Extracted records —
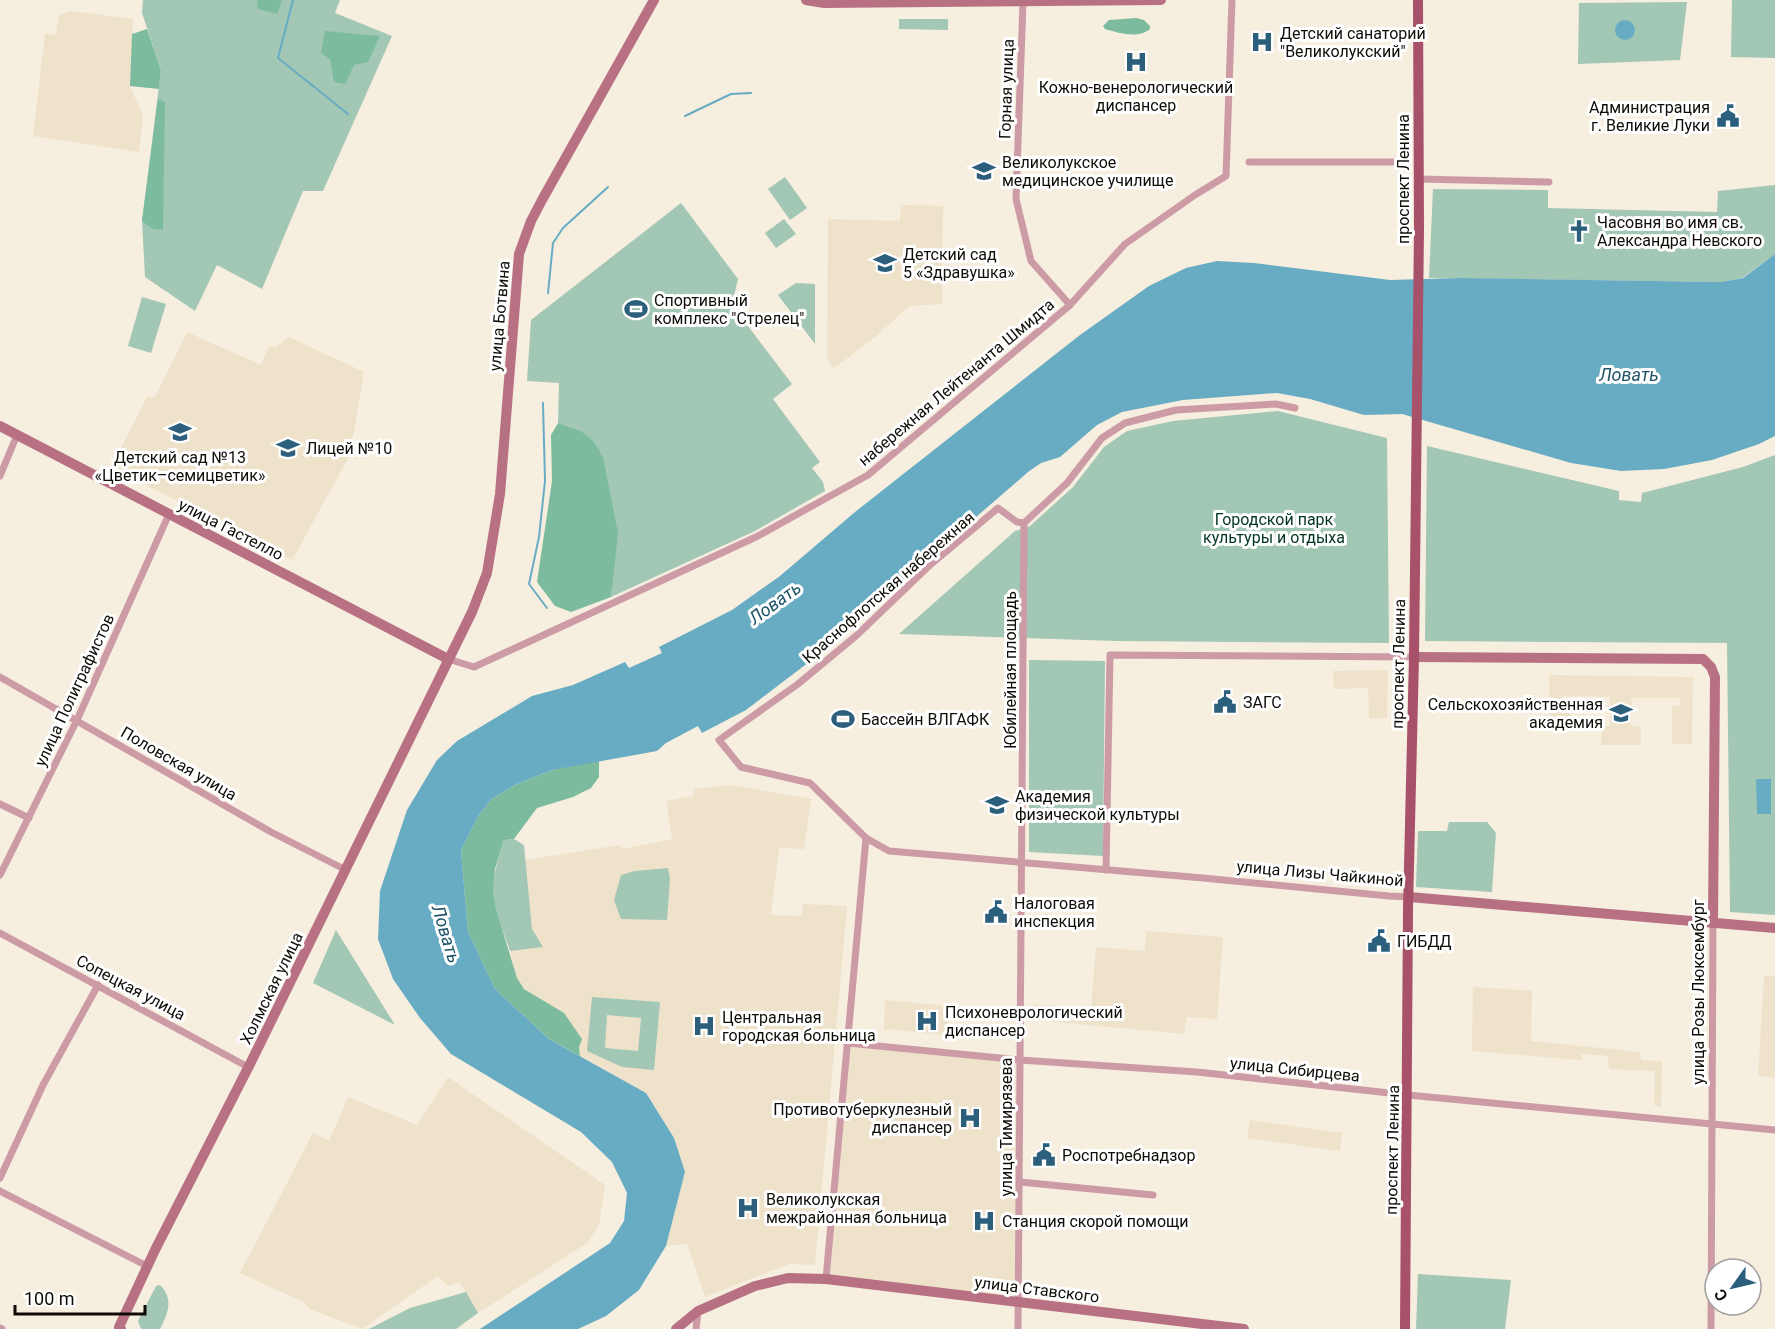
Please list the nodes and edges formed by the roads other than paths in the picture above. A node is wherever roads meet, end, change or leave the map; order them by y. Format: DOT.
graph roads {
  1 [pos="654,0"];
  2 [pos="806,0"];
  3 [pos="1161,0"];
  4 [pos="1232,0"];
  5 [pos="1418,0"];
  6 [pos="1023,2"];
  7 [pos="1249,162"];
  8 [pos="1403,162"];
  9 [pos="1419,179"];
  10 [pos="1549,182"];
  11 [pos="1070,305"];
  12 [pos="1295,408"];
  13 [pos="0,426"];
  14 [pos="17,435"];
  15 [pos="0,476"];
  16 [pos="169,514"];
  17 [pos="1024,523"];
  18 [pos="1414,657"];
  19 [pos="448,659"];
  20 [pos="0,677"];
  21 [pos="77,720"];
  22 [pos="719,740"];
  23 [pos="0,804"];
  24 [pos="28,818"];
  25 [pos="1023,818"];
  26 [pos="866,838"];
  27 [pos="1022,863"];
  28 [pos="346,870"];
  29 [pos="1106,870"];
  30 [pos="0,875"];
  31 [pos="1408,897"];
  32 [pos="1713,923"];
  33 [pos="1775,928"];
  34 [pos="0,933"];
  35 [pos="99,985"];
  36 [pos="847,1043"];
  37 [pos="1020,1060"];
  38 [pos="249,1067"];
  39 [pos="1408,1095"];
  40 [pos="1713,1124"];
  41 [pos="1775,1130"];
  42 [pos="0,1178"];
  43 [pos="1020,1182"];
  44 [pos="0,1191"];
  45 [pos="1153,1195"];
  46 [pos="147,1266"];
  47 [pos="826,1279"];
  48 [pos="1018,1302"];
  49 [pos="698,1311"];
  50 [pos="119,1328"];
  51 [pos="676,1329"];
  52 [pos="696,1329"];
  53 [pos="1018,1329"];
  54 [pos="1244,1329"];
  55 [pos="1405,1329"];
  56 [pos="1711,1329"];
  1 -- 19 [label="main road, улица Ботвина"];
  2 -- 6 [label="main road"];
  3 -- 6 [label="main road"];
  4 -- 11 [label="street, набережная Лейтенанта Шмидта"];
  5 -- 9 [label="main road, проспект Ленина"];
  6 -- 11 [label="street, Горная улица"];
  7 -- 8 [label="street"];
  9 -- 10 [label="street"];
  9 -- 18 [label="main road, проспект Ленина"];
  11 -- 19 [label="street, набережная Лейтенанта Шмидта"];
  12 -- 17 [label="street"];
  13 -- 14 [label="main road, улица Гастелло"];
  14 -- 15 [label="street"];
  14 -- 16 [label="main road, улица Гастелло"];
  16 -- 19 [label="main road, улица Гастелло"];
  16 -- 21 [label="street, улица Полиграфистов"];
  17 -- 22 [label="street, Краснофлотская набережная"];
  17 -- 25 [label="street, Юбилейная площадь"];
  18 -- 29 [label="street"];
  18 -- 31 [label="main road, проспект Ленина"];
  18 -- 32 [label="main road, улица Розы Люксембург"];
  19 -- 28 [label="main road, Холмская улица"];
  20 -- 21 [label="street, Половская улица"];
  21 -- 24 [label="street, улица Полиграфистов"];
  21 -- 28 [label="street, Половская улица"];
  22 -- 26 [label="street, улица Лизы Чайкиной"];
  23 -- 24 [label="street"];
  24 -- 30 [label="street, улица Полиграфистов"];
  25 -- 27 [label="street, улица Тимирязева"];
  26 -- 27 [label="street, улица Лизы Чайкиной"];
  26 -- 36 [label="street"];
  27 -- 29 [label="street, улица Лизы Чайкиной"];
  27 -- 37 [label="street, улица Тимирязева"];
  28 -- 38 [label="main road, Холмская улица"];
  29 -- 31 [label="street, улица Лизы Чайкиной"];
  31 -- 32 [label="main road, улица Лизы Чайкиной"];
  31 -- 39 [label="main road, проспект Ленина"];
  32 -- 33 [label="main road, улица Лизы Чайкиной"];
  32 -- 40 [label="street, улица Розы Люксембург"];
  34 -- 35 [label="street, Сопецкая улица"];
  35 -- 38 [label="street, Сопецкая улица"];
  35 -- 42 [label="street"];
  36 -- 37 [label="street, улица Сибирцева"];
  36 -- 47 [label="street"];
  37 -- 39 [label="street, улица Сибирцева"];
  37 -- 43 [label="street, улица Тимирязева"];
  38 -- 46 [label="main road, Холмская улица"];
  39 -- 40 [label="street, улица Сибирцева"];
  39 -- 55 [label="main road, проспект Ленина"];
  40 -- 41 [label="street, улица Сибирцева"];
  40 -- 56 [label="street, улица Розы Люксембург"];
  43 -- 45 [label="street"];
  43 -- 48 [label="street, улица Тимирязева"];
  44 -- 46 [label="street"];
  46 -- 50 [label="main road, Холмская улица"];
  47 -- 48 [label="main road, улица Ставского"];
  47 -- 49 [label="main road, улица Ставского"];
  48 -- 53 [label="street, улица Тимирязева"];
  48 -- 54 [label="main road, улица Ставского"];
  49 -- 51 [label="main road, улица Ставского"];
  49 -- 52 [label="street"];
}
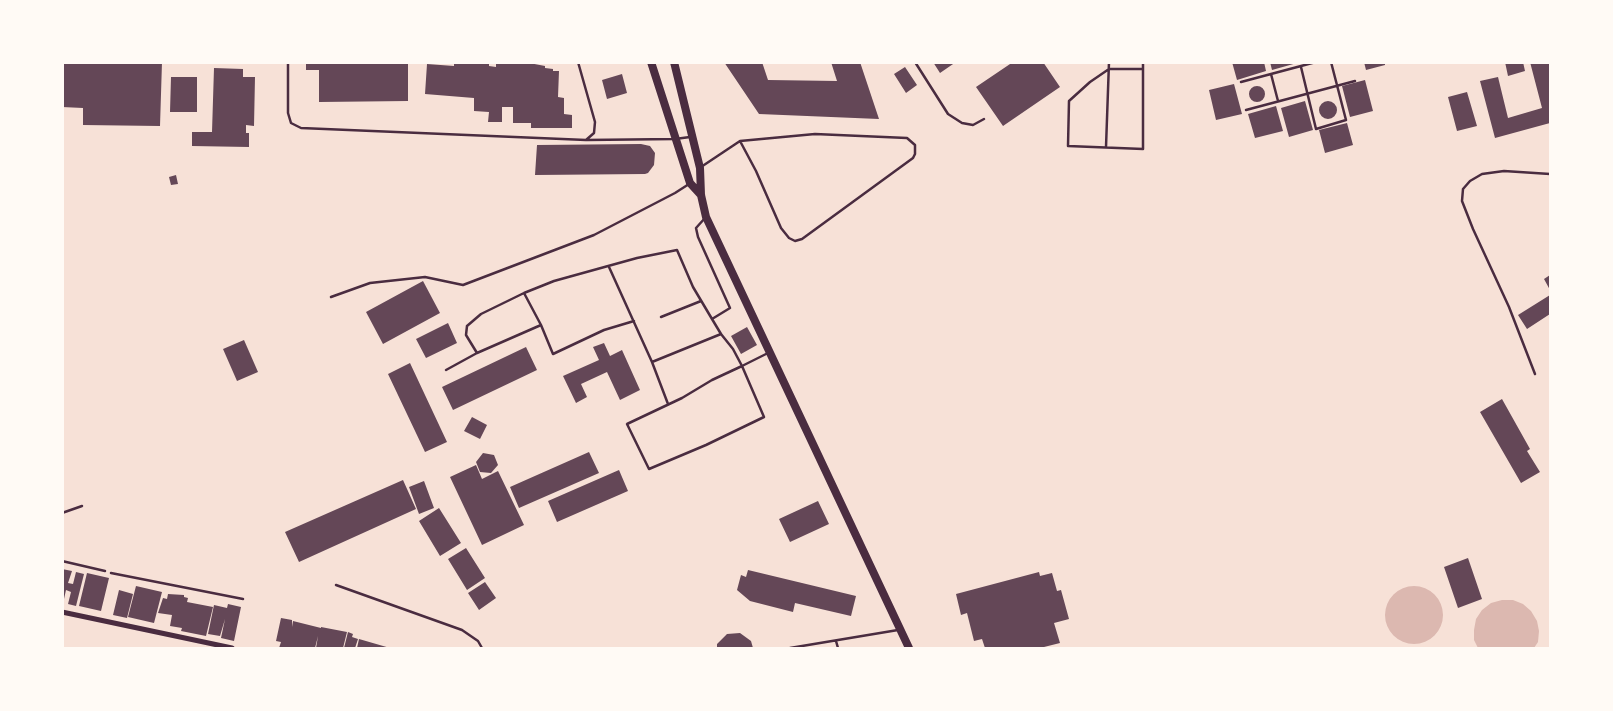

Required action —
Leaving pictures aside, write out each record above exactly as given.

Answer for the task —
Please list the nodes and edges formed by the roads other than paths in the picture above. A node is wherever roads meet, end, change or leave the map; order them by y. Format: DOT.
graph roads {
  1 [pos="654,0"];
  2 [pos="806,0"];
  3 [pos="1161,0"];
  4 [pos="1232,0"];
  5 [pos="1418,0"];
  6 [pos="1023,2"];
  7 [pos="1249,162"];
  8 [pos="1403,162"];
  9 [pos="1419,179"];
  10 [pos="1549,182"];
  11 [pos="1070,305"];
  12 [pos="1295,408"];
  13 [pos="0,426"];
  14 [pos="17,435"];
  15 [pos="0,476"];
  16 [pos="169,514"];
  17 [pos="1024,523"];
  18 [pos="1414,657"];
  19 [pos="448,659"];
  20 [pos="0,677"];
  21 [pos="77,720"];
  22 [pos="719,740"];
  23 [pos="0,804"];
  24 [pos="28,818"];
  25 [pos="1023,818"];
  26 [pos="866,838"];
  27 [pos="1022,863"];
  28 [pos="346,870"];
  29 [pos="1106,870"];
  30 [pos="0,875"];
  31 [pos="1408,897"];
  32 [pos="1713,923"];
  33 [pos="1775,928"];
  34 [pos="0,933"];
  35 [pos="99,985"];
  36 [pos="847,1043"];
  37 [pos="1020,1060"];
  38 [pos="249,1067"];
  39 [pos="1408,1095"];
  40 [pos="1713,1124"];
  41 [pos="1775,1130"];
  42 [pos="0,1178"];
  43 [pos="1020,1182"];
  44 [pos="0,1191"];
  45 [pos="1153,1195"];
  46 [pos="147,1266"];
  47 [pos="826,1279"];
  48 [pos="1018,1302"];
  49 [pos="698,1311"];
  50 [pos="119,1328"];
  51 [pos="676,1329"];
  52 [pos="696,1329"];
  53 [pos="1018,1329"];
  54 [pos="1244,1329"];
  55 [pos="1405,1329"];
  56 [pos="1711,1329"];
  1 -- 19 [label="main road, улица Ботвина"];
  2 -- 6 [label="main road"];
  3 -- 6 [label="main road"];
  4 -- 11 [label="street, набережная Лейтенанта Шмидта"];
  5 -- 9 [label="main road, проспект Ленина"];
  6 -- 11 [label="street, Горная улица"];
  7 -- 8 [label="street"];
  9 -- 10 [label="street"];
  9 -- 18 [label="main road, проспект Ленина"];
  11 -- 19 [label="street, набережная Лейтенанта Шмидта"];
  12 -- 17 [label="street"];
  13 -- 14 [label="main road, улица Гастелло"];
  14 -- 15 [label="street"];
  14 -- 16 [label="main road, улица Гастелло"];
  16 -- 19 [label="main road, улица Гастелло"];
  16 -- 21 [label="street, улица Полиграфистов"];
  17 -- 22 [label="street, Краснофлотская набережная"];
  17 -- 25 [label="street, Юбилейная площадь"];
  18 -- 29 [label="street"];
  18 -- 31 [label="main road, проспект Ленина"];
  18 -- 32 [label="main road, улица Розы Люксембург"];
  19 -- 28 [label="main road, Холмская улица"];
  20 -- 21 [label="street, Половская улица"];
  21 -- 24 [label="street, улица Полиграфистов"];
  21 -- 28 [label="street, Половская улица"];
  22 -- 26 [label="street, улица Лизы Чайкиной"];
  23 -- 24 [label="street"];
  24 -- 30 [label="street, улица Полиграфистов"];
  25 -- 27 [label="street, улица Тимирязева"];
  26 -- 27 [label="street, улица Лизы Чайкиной"];
  26 -- 36 [label="street"];
  27 -- 29 [label="street, улица Лизы Чайкиной"];
  27 -- 37 [label="street, улица Тимирязева"];
  28 -- 38 [label="main road, Холмская улица"];
  29 -- 31 [label="street, улица Лизы Чайкиной"];
  31 -- 32 [label="main road, улица Лизы Чайкиной"];
  31 -- 39 [label="main road, проспект Ленина"];
  32 -- 33 [label="main road, улица Лизы Чайкиной"];
  32 -- 40 [label="street, улица Розы Люксембург"];
  34 -- 35 [label="street, Сопецкая улица"];
  35 -- 38 [label="street, Сопецкая улица"];
  35 -- 42 [label="street"];
  36 -- 37 [label="street, улица Сибирцева"];
  36 -- 47 [label="street"];
  37 -- 39 [label="street, улица Сибирцева"];
  37 -- 43 [label="street, улица Тимирязева"];
  38 -- 46 [label="main road, Холмская улица"];
  39 -- 40 [label="street, улица Сибирцева"];
  39 -- 55 [label="main road, проспект Ленина"];
  40 -- 41 [label="street, улица Сибирцева"];
  40 -- 56 [label="street, улица Розы Люксембург"];
  43 -- 45 [label="street"];
  43 -- 48 [label="street, улица Тимирязева"];
  44 -- 46 [label="street"];
  46 -- 50 [label="main road, Холмская улица"];
  47 -- 48 [label="main road, улица Ставского"];
  47 -- 49 [label="main road, улица Ставского"];
  48 -- 53 [label="street, улица Тимирязева"];
  48 -- 54 [label="main road, улица Ставского"];
  49 -- 51 [label="main road, улица Ставского"];
  49 -- 52 [label="street"];
}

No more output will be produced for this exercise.